One of the most beautiful practices we have here at Grace is when I invite forward those who would like to share the joys and sorrows of our lives together by disclosing a struggle or offering a thanksgiving with the group. This opportunity – to hear that one of our sisters only needs one more chemo treatment, or that a long-awaited heart transplant has occurred, or even that one of our friends is still struggling but remains hopeful – is an incalculable blessing – the same blessing that brought people to Jesus and to the movement that still bears his name.


That is what true Christian hospitality is all about, demonstrated over and over by Jesus in life and confirmed in his death. It is the way in which Christians are supposed to be known – by our willingness to provide not just for one another, but to anyone who asks. Each time we break bread in community, whether it’s pancakes or wafers or granola bars; whether it’s in liturgy or fellowship or on the street- we are known to one another – and Jesus is known to us.

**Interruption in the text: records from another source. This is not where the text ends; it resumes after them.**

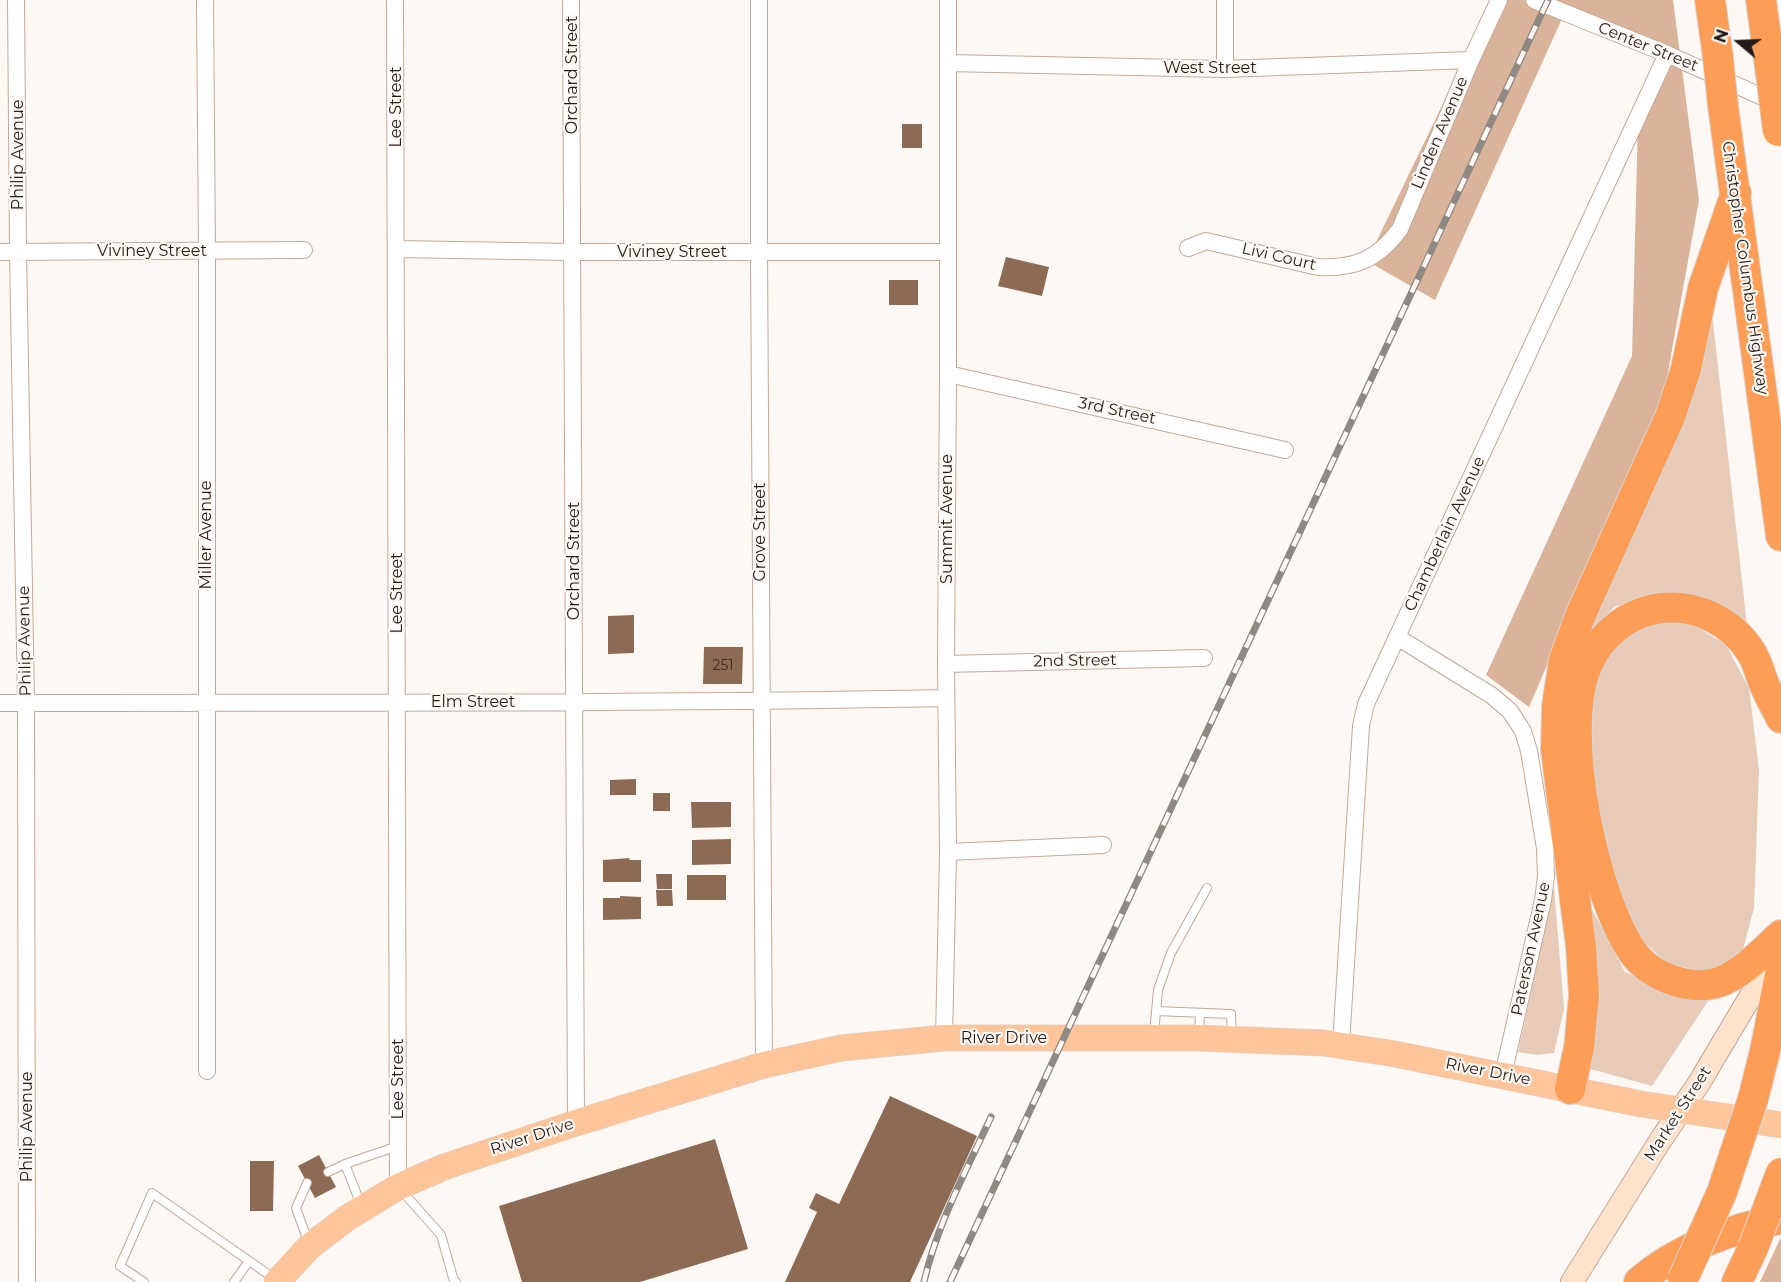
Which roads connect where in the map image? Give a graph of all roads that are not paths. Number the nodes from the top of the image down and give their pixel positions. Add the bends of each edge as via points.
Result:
1 (16, 0) edge
2 (205, 0) edge
3 (395, 0) edge
4 (571, 0) edge
5 (759, 0) edge
6 (948, 0) edge
7 (1225, 0) edge
8 (1499, 0) edge
9 (1534, 0) edge
10 (1710, 0) edge
11 (1761, 0) edge
12 (1667, 54) junction
13 (1471, 60) junction
14 (948, 63) junction
15 (1225, 69) junction
16 (1774, 113) edge
17 (1736, 193) junction
18 (1188, 248) dead end
19 (397, 249) junction
20 (304, 250) dead end
21 (18, 251) junction
22 (207, 251) junction
23 (0, 252) edge
24 (573, 252) junction
25 (759, 252) junction
26 (948, 252) junction
27 (1370, 258) joint
28 (948, 374) junction
29 (1285, 450) dead end
30 (1781, 536) edge
31 (1398, 638) junction
32 (1204, 658) dead end
33 (946, 664) junction
34 (946, 699) junction
35 (206, 702) junction
36 (397, 702) junction
37 (761, 702) junction
38 (0, 703) edge
39 (27, 703) junction
40 (574, 703) junction
41 (1781, 718) edge
42 (1103, 844) dead end
43 (948, 852) junction
44 (1207, 888) dead end
45 (1781, 935) edge
46 (1781, 945) edge
47 (1781, 970) edge
48 (1156, 1011) junction
49 (1200, 1025) junction
50 (1154, 1037) junction
51 (944, 1038) junction
52 (1341, 1044) junction
53 (764, 1065) junction
54 (207, 1071) dead end
55 (1503, 1075) junction
56 (1570, 1089) junction
57 (1681, 1110) junction
58 (576, 1123) junction
59 (1781, 1125) edge
60 (398, 1146) junction
61 (345, 1164) junction
62 (328, 1172) dead end
63 (1781, 1173) edge
64 (307, 1183) dead end
65 (398, 1187) junction
66 (363, 1208) junction
67 (1781, 1219) edge
68 (309, 1247) junction
69 (249, 1261) junction
70 (1682, 1280) edge
71 (277, 1281) edge
72 (27, 1282) edge
73 (144, 1282) edge
74 (234, 1282) edge
75 (456, 1282) edge
76 (1572, 1282) edge
77 (1639, 1282) edge
78 (1737, 1282) edge

1 - 21 street, Philip Avenue
2 - 22 street, Miller Avenue
3 - 19 street, Lee Street
4 - 24 street, Orchard Street
5 - 25 street, Grove Street
6 - 14 street, Summit Avenue
7 - 15 street
8 - 13 street, Linden Avenue
9 - 12 street, Center Street
10 - 17 highway, Christopher Columbus Highway, bridge
11 - 16 highway
12 - 16 street, Center Street
12 - 31 street, Chamberlain Avenue
13 - 15 street, West Street
13 - 27 street, Linden Avenue via 1400,229
14 - 15 street, West Street
14 - 26 street, Summit Avenue
17 - 30 highway, Christopher Columbus Highway
17 - 56 highway via 1703,288 1686,369 1670,417 1564,660 1556,750 1584,995
18 - 27 street, Livi Court via 1206,241 1336,268
19 - 24 street, Viviney Street
19 - 36 street, Lee Street
20 - 22 street, Viviney Street
21 - 22 street, Viviney Street
21 - 23 street, Viviney Street
21 - 39 street, Philip Avenue
22 - 35 street, Miller Avenue
24 - 25 street, Viviney Street
24 - 40 street, Orchard Street
25 - 26 street, Viviney Street
25 - 37 street, Grove Street
26 - 28 street, Summit Avenue
28 - 29 street, 3rd Street
28 - 33 street, Summit Avenue
31 - 52 street, Chamberlain Avenue via 1366,704 1361,726
31 - 55 street, Paterson Avenue via 1491,695 1510,711 1530,751 1546,876
32 - 33 street, 2nd Street
33 - 34 street, Summit Avenue
34 - 37 street, Elm Street
34 - 43 street, Summit Avenue
35 - 36 street, Elm Street
35 - 39 street, Elm Street
35 - 54 street, Miller Avenue
36 - 40 street, Elm Street
36 - 60 street, Lee Street
37 - 40 street, Elm Street
37 - 53 street, Grove Street
38 - 39 street, Elm Street
39 - 72 street, Philip Avenue
40 - 58 street, Orchard Street
41 - 45 highway via 1743,640 1720,621 1678,608 1655,609 1634,616 1605,638 1592,655 1581,682 1577,717 1577,753 1586,822 1599,873 1617,923 1644,964 1670,980 1717,983 1740,970
42 - 43 street
43 - 51 street, Summit Avenue
44 - 48 lane via 1171,953 1158,990
46 - 57 main road, Market Street
47 - 70 highway, bridge via 1753,1099 1722,1192
48 - 49 lane
48 - 50 lane
49 - 50 main road, River Drive
49 - 52 main road, River Drive via 1232,1038
50 - 51 main road, River Drive
51 - 53 main road, River Drive via 841,1048
52 - 55 main road, River Drive
53 - 58 main road, River Drive
55 - 56 main road, River Drive
56 - 57 main road, River Drive
57 - 59 main road, River Drive
57 - 76 main road, Market Street
58 - 65 main road, River Drive via 452,1164
60 - 61 lane
60 - 65 street, Lee Street
61 - 62 lane
61 - 66 lane
63 - 78 highway, bridge
64 - 68 lane via 296,1208
65 - 66 main road, River Drive
65 - 75 lane via 441,1235
66 - 68 main road, River Drive
67 - 77 highway via 1726,1233 1680,1254
68 - 71 main road, River Drive
69 - 71 lane
69 - 73 lane via 152,1193 120,1266
69 - 74 lane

“One early, cloudy morning when I was forty-six,” Sara Miles writes in Take This Bread, “I walked into a church, ate a piece of bread, took a sip of wine. A routine Sunday activity for tens of millions of Americans—except that up until that moment I’d led a thoroughly secular life, at best indifferent to religion, more often appalled by its fundamentalist crusades. This was my first communion. It changed everything. Eating Jesus, as I did that day to my great astonishment, led me against all my expectations to a faith I’d scorned and work I’d never imagined. The mysterious sacrament turned out to be not a symbolic wafer but actual food—indeed, the bread of life.”[5]

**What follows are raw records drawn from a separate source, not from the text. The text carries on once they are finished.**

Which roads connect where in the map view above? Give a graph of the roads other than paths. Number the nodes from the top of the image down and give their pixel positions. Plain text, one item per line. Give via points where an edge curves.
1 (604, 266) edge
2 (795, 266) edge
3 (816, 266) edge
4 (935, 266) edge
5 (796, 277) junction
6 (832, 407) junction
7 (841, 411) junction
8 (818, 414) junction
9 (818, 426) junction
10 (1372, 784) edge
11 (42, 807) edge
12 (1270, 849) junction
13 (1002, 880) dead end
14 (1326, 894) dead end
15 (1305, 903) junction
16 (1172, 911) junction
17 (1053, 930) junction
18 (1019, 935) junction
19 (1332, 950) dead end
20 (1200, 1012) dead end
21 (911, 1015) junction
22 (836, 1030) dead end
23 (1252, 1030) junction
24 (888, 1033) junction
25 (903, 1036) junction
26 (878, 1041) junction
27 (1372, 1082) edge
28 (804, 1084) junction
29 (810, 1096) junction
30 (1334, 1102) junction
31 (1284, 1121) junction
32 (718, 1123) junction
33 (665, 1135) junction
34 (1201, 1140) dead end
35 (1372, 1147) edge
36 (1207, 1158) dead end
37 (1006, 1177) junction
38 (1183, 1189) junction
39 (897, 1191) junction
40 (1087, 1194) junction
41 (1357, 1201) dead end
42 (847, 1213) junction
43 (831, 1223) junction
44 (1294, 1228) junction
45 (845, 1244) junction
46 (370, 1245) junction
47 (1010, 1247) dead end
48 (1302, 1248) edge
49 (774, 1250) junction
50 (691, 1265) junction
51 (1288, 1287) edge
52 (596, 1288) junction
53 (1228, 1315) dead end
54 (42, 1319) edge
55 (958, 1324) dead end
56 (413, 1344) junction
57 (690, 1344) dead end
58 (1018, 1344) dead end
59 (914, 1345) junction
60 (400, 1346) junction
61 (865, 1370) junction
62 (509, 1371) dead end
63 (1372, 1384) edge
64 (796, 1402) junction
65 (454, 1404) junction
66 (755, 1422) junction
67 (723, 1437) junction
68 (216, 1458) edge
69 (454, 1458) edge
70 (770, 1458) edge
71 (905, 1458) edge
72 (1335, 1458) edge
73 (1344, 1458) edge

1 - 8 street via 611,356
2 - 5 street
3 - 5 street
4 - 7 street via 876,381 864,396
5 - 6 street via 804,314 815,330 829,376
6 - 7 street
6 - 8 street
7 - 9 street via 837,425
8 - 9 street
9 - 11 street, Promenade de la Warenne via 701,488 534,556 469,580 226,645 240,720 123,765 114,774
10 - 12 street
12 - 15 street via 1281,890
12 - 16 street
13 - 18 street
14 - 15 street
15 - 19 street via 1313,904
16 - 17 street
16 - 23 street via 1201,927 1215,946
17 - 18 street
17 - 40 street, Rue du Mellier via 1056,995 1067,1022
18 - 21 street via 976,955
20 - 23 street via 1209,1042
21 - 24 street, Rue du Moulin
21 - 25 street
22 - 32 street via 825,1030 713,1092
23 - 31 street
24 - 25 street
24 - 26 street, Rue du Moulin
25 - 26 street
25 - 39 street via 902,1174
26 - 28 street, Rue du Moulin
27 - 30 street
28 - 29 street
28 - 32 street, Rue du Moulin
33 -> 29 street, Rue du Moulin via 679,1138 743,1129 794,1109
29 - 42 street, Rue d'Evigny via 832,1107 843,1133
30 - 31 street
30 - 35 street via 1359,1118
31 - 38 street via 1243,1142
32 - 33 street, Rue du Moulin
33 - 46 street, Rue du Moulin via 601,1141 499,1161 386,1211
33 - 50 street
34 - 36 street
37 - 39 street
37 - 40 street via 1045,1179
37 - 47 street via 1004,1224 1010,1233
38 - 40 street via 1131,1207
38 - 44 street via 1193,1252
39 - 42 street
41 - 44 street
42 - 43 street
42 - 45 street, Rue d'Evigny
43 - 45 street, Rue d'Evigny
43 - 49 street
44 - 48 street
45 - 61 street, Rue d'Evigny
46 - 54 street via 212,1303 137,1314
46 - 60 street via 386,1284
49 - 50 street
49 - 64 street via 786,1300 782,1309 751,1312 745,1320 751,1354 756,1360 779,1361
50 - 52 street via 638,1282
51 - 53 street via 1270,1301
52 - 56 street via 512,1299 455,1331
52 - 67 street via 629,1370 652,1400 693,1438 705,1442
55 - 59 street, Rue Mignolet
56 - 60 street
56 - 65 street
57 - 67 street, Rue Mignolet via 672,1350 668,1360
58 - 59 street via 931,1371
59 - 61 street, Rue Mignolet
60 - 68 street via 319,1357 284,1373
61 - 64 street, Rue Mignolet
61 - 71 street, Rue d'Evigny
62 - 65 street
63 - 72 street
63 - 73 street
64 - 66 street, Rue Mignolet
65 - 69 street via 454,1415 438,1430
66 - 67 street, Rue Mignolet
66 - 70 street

That is the lesson and the promise of the story of the disciples on the road to Emmaus; that “Jesus will meet his beloved ‘in the breaking of the bread.’ [That] the hospitality of…traveling companions [will become] the doorway to grace… [This requires] trust and hope…Hospitality expresses deep vulnerability; welcoming a stranger is always risk,”[6] but it is the way in which we are asked to demonstrate our faith, our gratitude and our understanding of God. It is the way in which God opens our eyes to the gifts that he has given us and the way in which we learn to accept those gifts. That bread is a miracle. Take it. Eat it. Share it. And be known in it. AMEN.

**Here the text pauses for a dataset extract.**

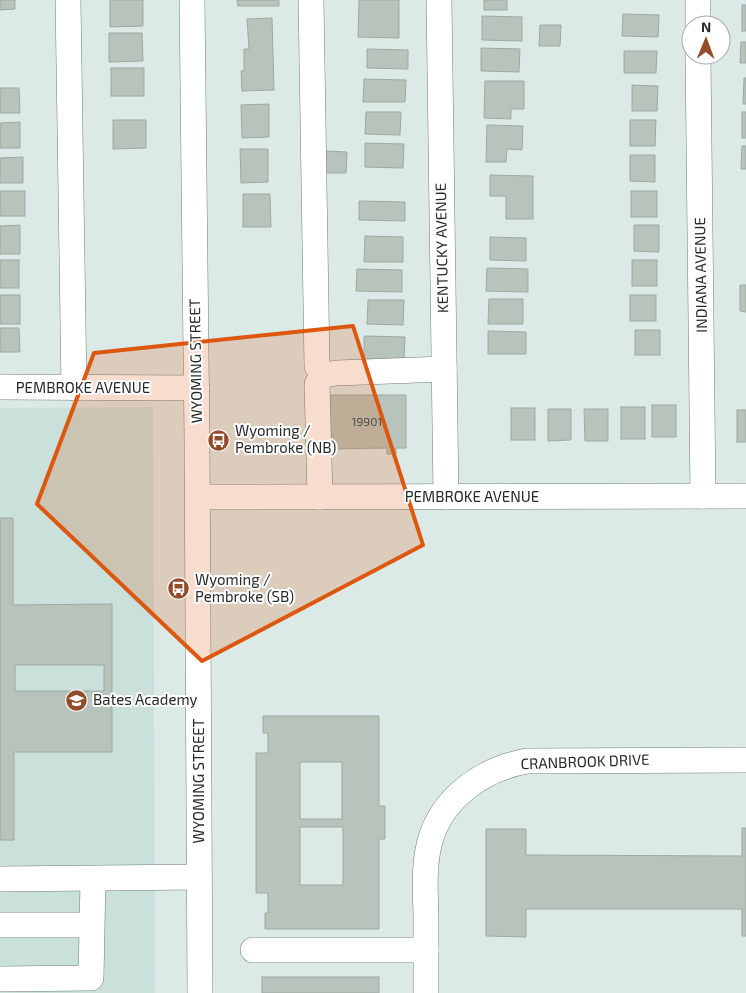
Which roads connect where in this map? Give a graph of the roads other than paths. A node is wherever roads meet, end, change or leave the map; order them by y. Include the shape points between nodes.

[1]Tyler J. VanderWeele and John Siniff (2016), “Religion may be a miracle drug,” USA Today online, https://www.usatoday.com/story/opinion/2016/10/28/religion-church-attendance-mortality-column/92676964/

[2]Ibid.

[3][3]Tyler J. VanderWeele and John Siniff (2016), “Religion may be a miracle drug,” USA Today online, https://www.usatoday.com/story/opinion/2016/10/28/religion-church-attendance-mortality-column/92676964/

[4]Jeff Paschal, (2010), in Feasting on the Word: Year A, Volume 2: Lent through Eastertide (Third Sunday of Easter), David L. Bartlett and Barbara Brown Taylor, eds. [Louisville, KY: Presbyterian Publishing Corporation], 408.

[5]Sarah Miles, (2008), Take this bread: a radical conversion, [New York: Ballantyne].

[6]Molly T. Marshall, (2010), in Feasting on the Word: Year A, Volume 2: Lent through Eastertide (Third Sunday of Easter), David L. Bartlett and Barbara Brown Taylor, eds. [Louisville, KY: Presbyterian Publishing Corporation], 422.